Learning Spanish for Children
Learning Spanish for Children
Learning Spanish should be enjoyable, unfortunately, learning Spanish for children can be difficult and uninteresting. This has nothing to do with the Spanish language and everything to do with how Spanish is taught to our children.
I don’t know about you, but when I was studying languages at school, in my case French and German, I found the lessons to be amongst some of the most boring I had ever encountered. As a result I was not interested in, or showed any willingness to learn, either of these languages and my grades for these subjects flopped badly. I was not alone!
After leaving school I spent three years in Germany and realized how important it was to have at least a basic understanding of a language and cursed myself for not working harder at school. After a while though I realized it wasn’t my fault and pointed the blame directly towards the methods used for teaching me and other children.

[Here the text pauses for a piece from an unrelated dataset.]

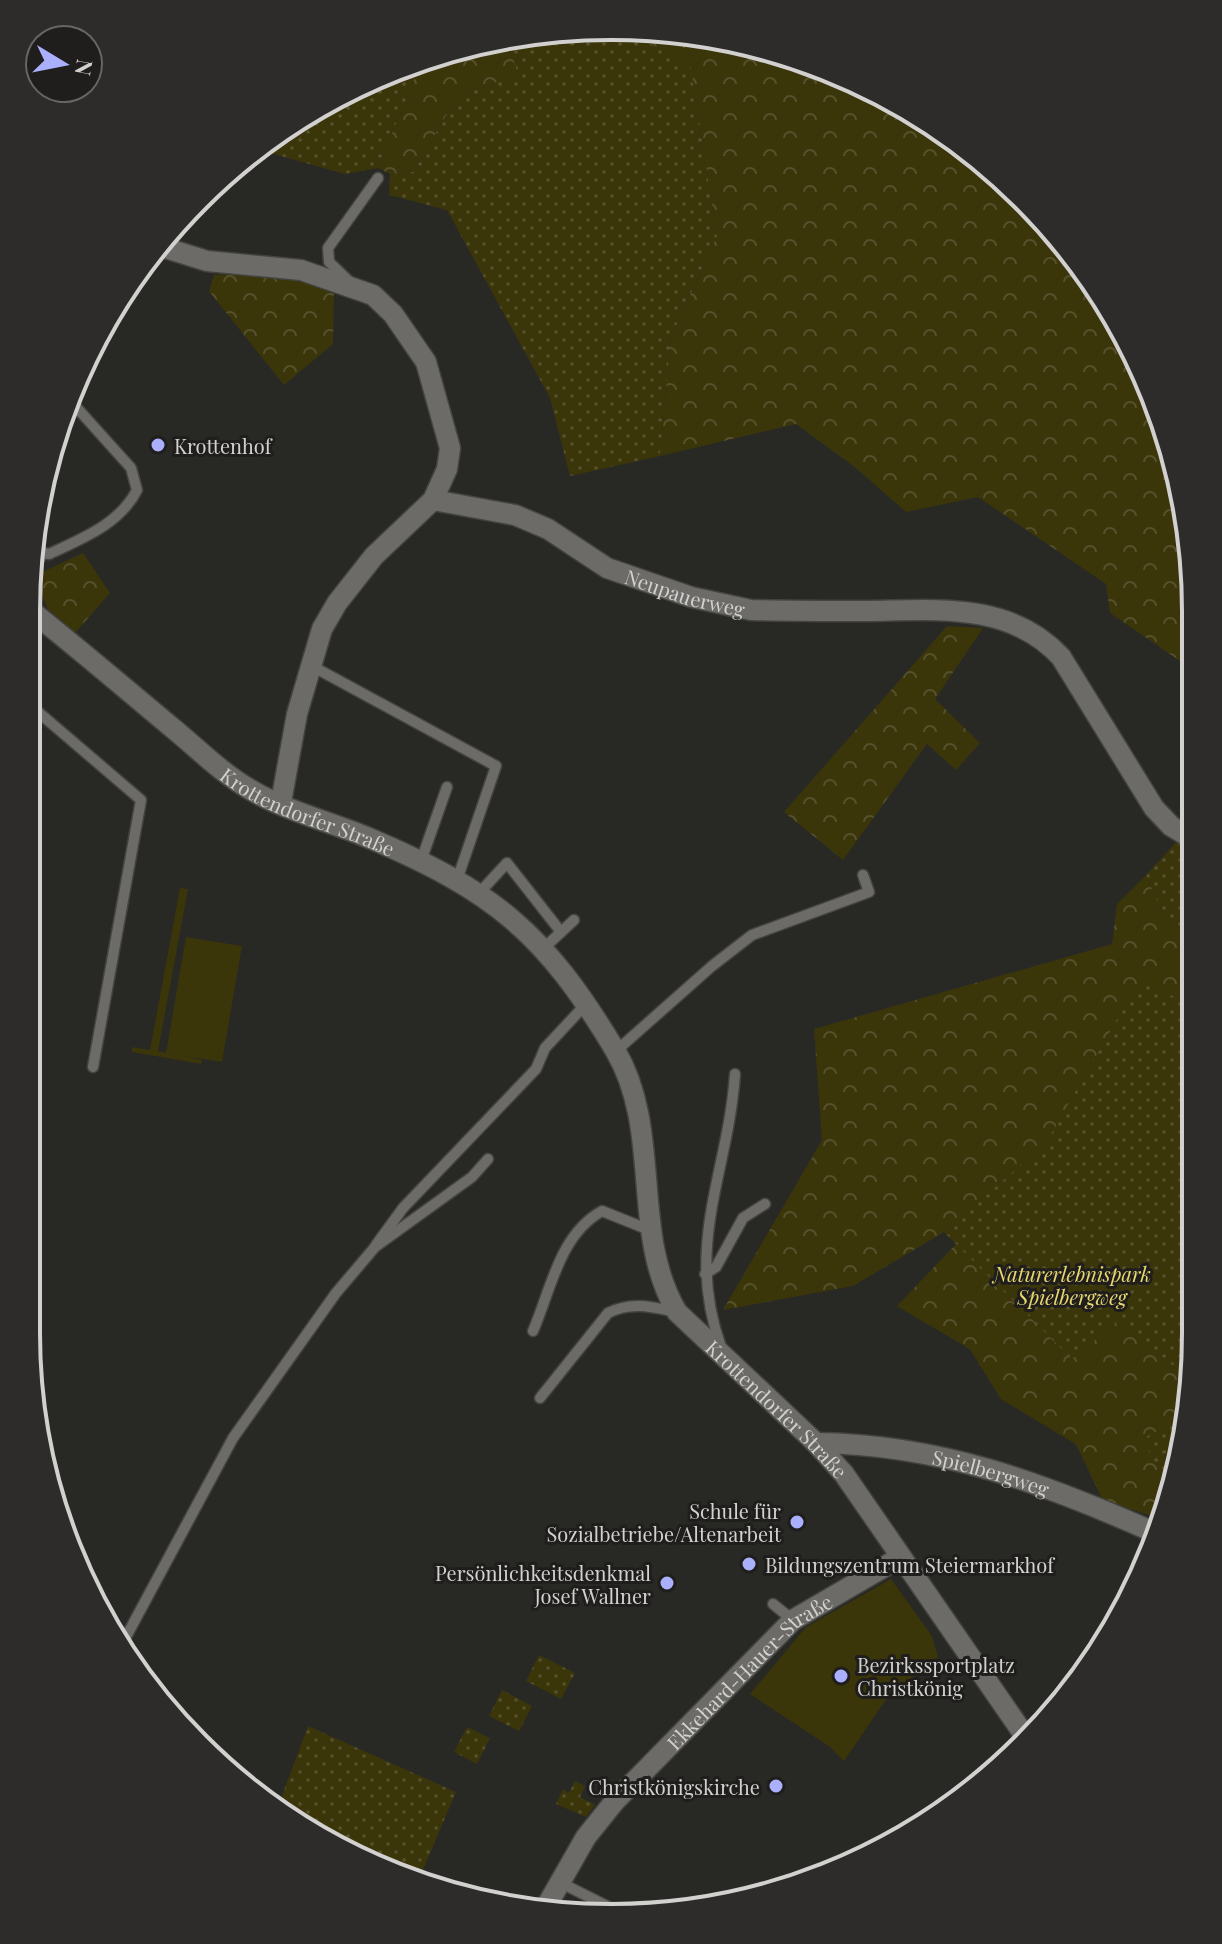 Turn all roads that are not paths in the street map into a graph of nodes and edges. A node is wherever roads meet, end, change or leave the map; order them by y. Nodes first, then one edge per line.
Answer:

Learning Spanish for Children Needs to be Fun!
I had realized, having now had children of my own, that children need to enjoy doing something in order to learn it well and school lessons, at least back in my day, were not geared towards enjoyment and followed a more rigid structure.
It is completely different nowadays, learning Spanish for children has now become an enjoyable task with many children learning earlier and earlier, sometimes even when they are in kindergarten, the younger the better!
Educational TV programs such as ‘Dora the Explorer’ have made learning Spanish much more fun for small children and, for those children that are older, online Spanish courses provide interaction, visual and audio stimulation, and the flexibility to be able to go over specific problem areas when needed, which are all areas that classroom lessons were unable, or at least were very limited, to provide.
As a result of this increasing investment in Educational TV and the massive popularity of the internet, of which our children have played a major part in achieving, the future looks bright for those children who want, or parents who want their children, to learn a language other than their own.